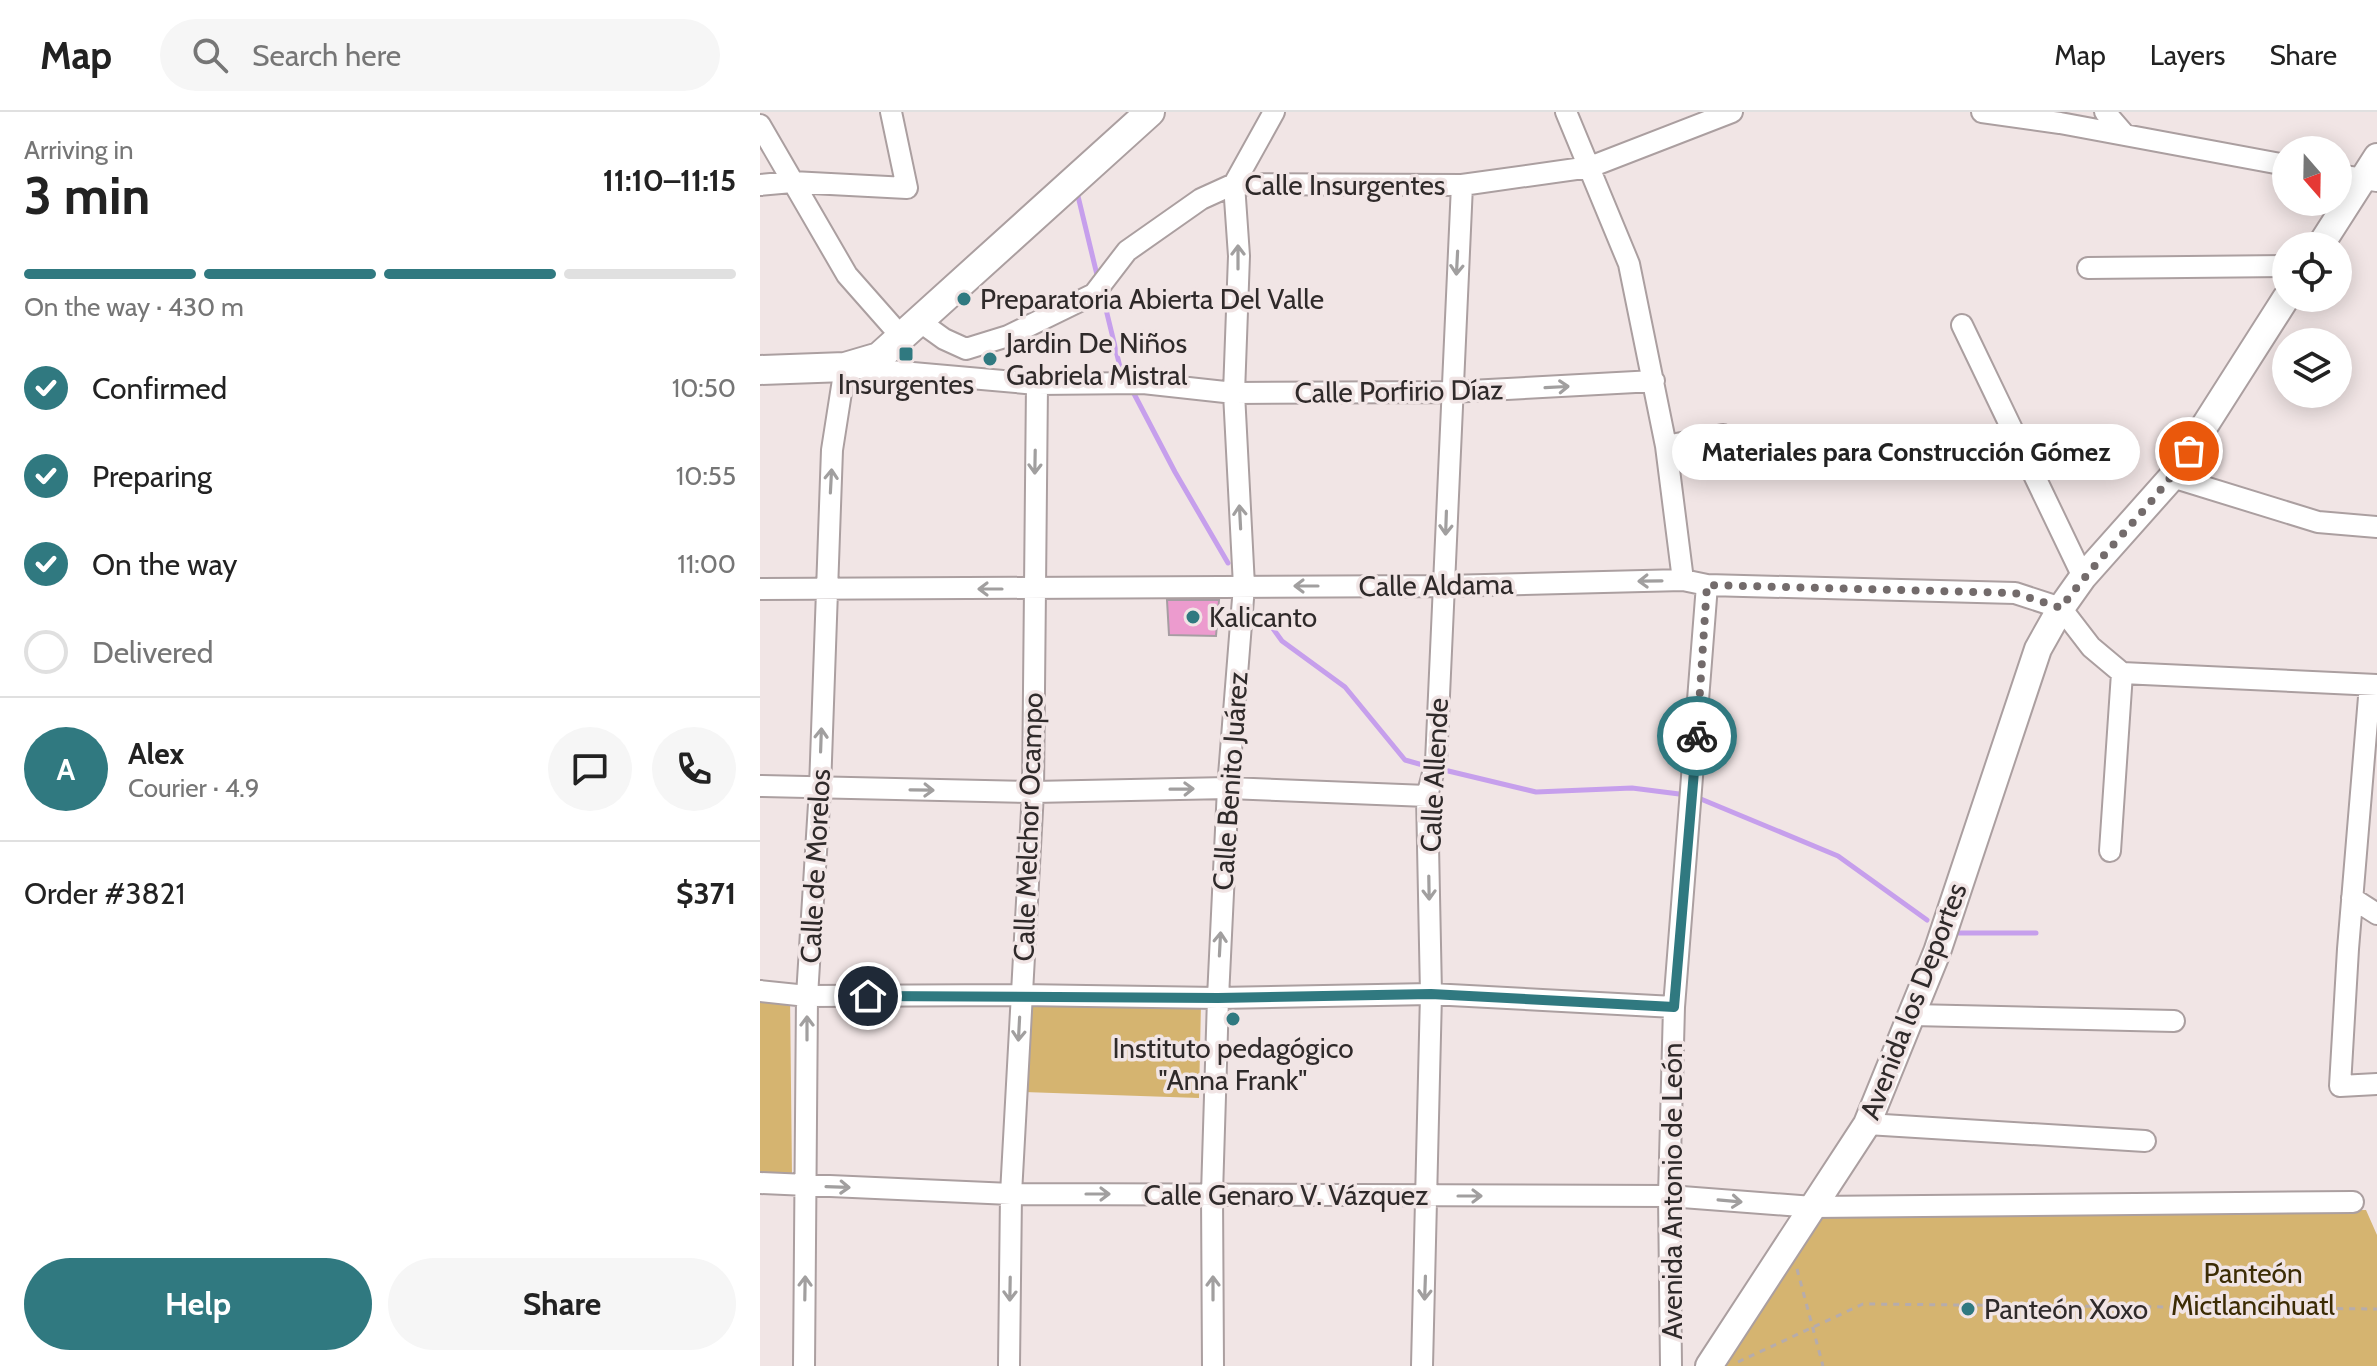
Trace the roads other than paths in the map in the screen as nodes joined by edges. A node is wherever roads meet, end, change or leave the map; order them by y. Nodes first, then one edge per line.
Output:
1 (891, 112) edge
2 (1124, 112) edge
3 (1150, 112) edge
4 (1274, 112) edge
5 (1566, 112) edge
6 (1732, 112) edge
7 (1982, 112) edge
8 (2105, 112) edge
9 (760, 125) edge
10 (2125, 135) junction
11 (2377, 157) edge
12 (2272, 162) edge
13 (1590, 167) junction
14 (2371, 181) edge
15 (792, 182) junction
16 (1234, 184) junction
17 (760, 185) edge
18 (1462, 185) junction
19 (2331, 232) edge
20 (2272, 266) edge
21 (2088, 268) dead end
22 (2277, 312) edge
23 (905, 324) junction
24 (1962, 325) dead end
25 (845, 367) junction
26 (760, 370) edge
27 (1654, 381) junction
28 (1037, 384) junction
29 (1451, 392) junction
30 (1234, 393) junction
31 (1723, 435) dead end
32 (1666, 446) junction
33 (2172, 477) junction
34 (2377, 527) edge
35 (2083, 577) junction
36 (1683, 580) junction
37 (1707, 585) junction
38 (1244, 586) junction
39 (1444, 586) junction
40 (760, 589) edge
41 (1033, 589) junction
42 (826, 590) junction
43 (2061, 608) junction
44 (2122, 673) junction
45 (2373, 685) edge
46 (760, 786) edge
47 (820, 788) junction
48 (1228, 788) junction
49 (1429, 789) junction
50 (1033, 792) junction
51 (2110, 851) dead end
52 (2352, 898) junction
53 (2377, 914) edge
54 (760, 991) edge
55 (1431, 994) junction
56 (1021, 995) junction
57 (807, 996) junction
58 (1218, 998) junction
59 (1674, 1007) junction
60 (1912, 1015) junction
61 (2174, 1021) dead end
62 (2377, 1084) edge
63 (1867, 1124) junction
64 (2145, 1141) dead end
65 (760, 1183) edge
66 (806, 1185) junction
67 (1011, 1194) junction
68 (1212, 1194) junction
69 (1428, 1196) junction
70 (1669, 1196) junction
71 (2353, 1202) dead end
72 (1813, 1207) junction
73 (804, 1366) edge
74 (1009, 1366) edge
75 (1213, 1366) edge
76 (1422, 1366) edge
77 (1671, 1366) edge
78 (1709, 1366) edge

1 - 15 street
2 - 23 main road
3 - 23 main road
4 - 16 street
5 - 13 street
6 - 13 street, Calle Insurgentes
7 - 10 street
8 - 10 street
9 - 15 street
10 - 12 street
11 - 14 street
13 - 18 street, Calle Insurgentes
13 - 27 street
14 - 19 street
15 - 17 street
15 - 23 street
16 - 18 street, Calle Insurgentes
16 - 23 street, Calle Insurgentes
30 -> 16 street, Calle Benito Juárez
18 -> 29 street, Calle Allende
20 - 21 street
22 - 33 street, Avenida los Deportes
23 - 25 main road
24 - 35 street
25 - 26 main road
25 - 28 street
42 -> 25 street, Calle de Morelos
29 -> 27 street, Calle Porfirio Díaz
27 - 32 street
28 - 30 street, Calle Porfirio Díaz
28 -> 41 street, Calle Melchor Ocampo
29 - 30 street, Calle Porfirio Díaz
29 -> 39 street, Calle Allende
38 -> 30 street, Calle Benito Juárez
31 - 32 street
32 - 36 street
33 - 34 street
33 - 35 street, Avenida los Deportes
35 - 43 street, Avenida los Deportes
36 - 37 street, Calle Aldama
36 -> 39 street, Calle Aldama
37 - 43 street, Calle Aldama
37 - 59 street, Avenida Antonio de León
39 -> 38 street, Calle Aldama
38 - 41 street, Calle Aldama
38 - 48 street, Calle Benito Juárez
39 - 49 street, Calle Allende
40 - 42 street, Calle Aldama
41 -> 42 street, Calle Aldama
41 - 50 street, Calle Melchor Ocampo
47 -> 42 street, Calle de Morelos
43 - 44 street
43 - 60 street, Avenida los Deportes
44 - 45 street
44 - 51 street
45 - 52 street
46 - 47 street
47 -> 50 street
47 - 57 street, Calle de Morelos
48 - 49 street
50 -> 48 street
58 -> 48 street, Calle Benito Juárez
49 -> 55 street, Calle Allende
50 - 56 street, Calle Melchor Ocampo
52 - 53 street
52 - 62 street
54 - 57 street
55 - 58 street
55 - 59 street
55 - 69 street, Calle Allende
56 - 57 street
56 - 58 street
56 -> 67 street, Calle Melchor Ocampo
66 -> 57 street, Calle de Morelos
58 - 68 street, Calle Benito Juárez
59 - 70 street, Avenida Antonio de León
60 - 61 street
60 - 63 street, Avenida los Deportes
63 - 64 street
63 - 72 street, Avenida los Deportes
65 - 66 street, Calle Genaro V. Vázquez
66 -> 67 street, Calle Genaro V. Vázquez
73 -> 66 street, Calle de Morelos
67 -> 68 street, Calle Genaro V. Vázquez
67 -> 74 street, Calle Melchor Ocampo
68 - 69 street, Calle Genaro V. Vázquez
75 -> 68 street, Calle Benito Juárez
69 -> 70 street, Calle Genaro V. Vázquez
69 -> 76 street, Calle Allende
70 -> 72 street, Calle Genaro V. Vázquez
70 - 77 street, Avenida Antonio de León
71 - 72 street, Calle Genaro V. Vázquez
72 - 78 street, Avenida los Deportes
________________________
> _INSTRUCTIONS TO FOLLOW_:
Only the records, copied exactly and free of pictures, belong in the answer.

> _ANSWER TO THE EXERCISE_:
Trace the roads other than paths in the map in the screen as nodes joined by edges. A node is wherever roads meet, end, change or leave the map; order them by y. Nodes first, then one edge per line.
Output:
1 (891, 112) edge
2 (1124, 112) edge
3 (1150, 112) edge
4 (1274, 112) edge
5 (1566, 112) edge
6 (1732, 112) edge
7 (1982, 112) edge
8 (2105, 112) edge
9 (760, 125) edge
10 (2125, 135) junction
11 (2377, 157) edge
12 (2272, 162) edge
13 (1590, 167) junction
14 (2371, 181) edge
15 (792, 182) junction
16 (1234, 184) junction
17 (760, 185) edge
18 (1462, 185) junction
19 (2331, 232) edge
20 (2272, 266) edge
21 (2088, 268) dead end
22 (2277, 312) edge
23 (905, 324) junction
24 (1962, 325) dead end
25 (845, 367) junction
26 (760, 370) edge
27 (1654, 381) junction
28 (1037, 384) junction
29 (1451, 392) junction
30 (1234, 393) junction
31 (1723, 435) dead end
32 (1666, 446) junction
33 (2172, 477) junction
34 (2377, 527) edge
35 (2083, 577) junction
36 (1683, 580) junction
37 (1707, 585) junction
38 (1244, 586) junction
39 (1444, 586) junction
40 (760, 589) edge
41 (1033, 589) junction
42 (826, 590) junction
43 (2061, 608) junction
44 (2122, 673) junction
45 (2373, 685) edge
46 (760, 786) edge
47 (820, 788) junction
48 (1228, 788) junction
49 (1429, 789) junction
50 (1033, 792) junction
51 (2110, 851) dead end
52 (2352, 898) junction
53 (2377, 914) edge
54 (760, 991) edge
55 (1431, 994) junction
56 (1021, 995) junction
57 (807, 996) junction
58 (1218, 998) junction
59 (1674, 1007) junction
60 (1912, 1015) junction
61 (2174, 1021) dead end
62 (2377, 1084) edge
63 (1867, 1124) junction
64 (2145, 1141) dead end
65 (760, 1183) edge
66 (806, 1185) junction
67 (1011, 1194) junction
68 (1212, 1194) junction
69 (1428, 1196) junction
70 (1669, 1196) junction
71 (2353, 1202) dead end
72 (1813, 1207) junction
73 (804, 1366) edge
74 (1009, 1366) edge
75 (1213, 1366) edge
76 (1422, 1366) edge
77 (1671, 1366) edge
78 (1709, 1366) edge

1 - 15 street
2 - 23 main road
3 - 23 main road
4 - 16 street
5 - 13 street
6 - 13 street, Calle Insurgentes
7 - 10 street
8 - 10 street
9 - 15 street
10 - 12 street
11 - 14 street
13 - 18 street, Calle Insurgentes
13 - 27 street
14 - 19 street
15 - 17 street
15 - 23 street
16 - 18 street, Calle Insurgentes
16 - 23 street, Calle Insurgentes
30 -> 16 street, Calle Benito Juárez
18 -> 29 street, Calle Allende
20 - 21 street
22 - 33 street, Avenida los Deportes
23 - 25 main road
24 - 35 street
25 - 26 main road
25 - 28 street
42 -> 25 street, Calle de Morelos
29 -> 27 street, Calle Porfirio Díaz
27 - 32 street
28 - 30 street, Calle Porfirio Díaz
28 -> 41 street, Calle Melchor Ocampo
29 - 30 street, Calle Porfirio Díaz
29 -> 39 street, Calle Allende
38 -> 30 street, Calle Benito Juárez
31 - 32 street
32 - 36 street
33 - 34 street
33 - 35 street, Avenida los Deportes
35 - 43 street, Avenida los Deportes
36 - 37 street, Calle Aldama
36 -> 39 street, Calle Aldama
37 - 43 street, Calle Aldama
37 - 59 street, Avenida Antonio de León
39 -> 38 street, Calle Aldama
38 - 41 street, Calle Aldama
38 - 48 street, Calle Benito Juárez
39 - 49 street, Calle Allende
40 - 42 street, Calle Aldama
41 -> 42 street, Calle Aldama
41 - 50 street, Calle Melchor Ocampo
47 -> 42 street, Calle de Morelos
43 - 44 street
43 - 60 street, Avenida los Deportes
44 - 45 street
44 - 51 street
45 - 52 street
46 - 47 street
47 -> 50 street
47 - 57 street, Calle de Morelos
48 - 49 street
50 -> 48 street
58 -> 48 street, Calle Benito Juárez
49 -> 55 street, Calle Allende
50 - 56 street, Calle Melchor Ocampo
52 - 53 street
52 - 62 street
54 - 57 street
55 - 58 street
55 - 59 street
55 - 69 street, Calle Allende
56 - 57 street
56 - 58 street
56 -> 67 street, Calle Melchor Ocampo
66 -> 57 street, Calle de Morelos
58 - 68 street, Calle Benito Juárez
59 - 70 street, Avenida Antonio de León
60 - 61 street
60 - 63 street, Avenida los Deportes
63 - 64 street
63 - 72 street, Avenida los Deportes
65 - 66 street, Calle Genaro V. Vázquez
66 -> 67 street, Calle Genaro V. Vázquez
73 -> 66 street, Calle de Morelos
67 -> 68 street, Calle Genaro V. Vázquez
67 -> 74 street, Calle Melchor Ocampo
68 - 69 street, Calle Genaro V. Vázquez
75 -> 68 street, Calle Benito Juárez
69 -> 70 street, Calle Genaro V. Vázquez
69 -> 76 street, Calle Allende
70 -> 72 street, Calle Genaro V. Vázquez
70 - 77 street, Avenida Antonio de León
71 - 72 street, Calle Genaro V. Vázquez
72 - 78 street, Avenida los Deportes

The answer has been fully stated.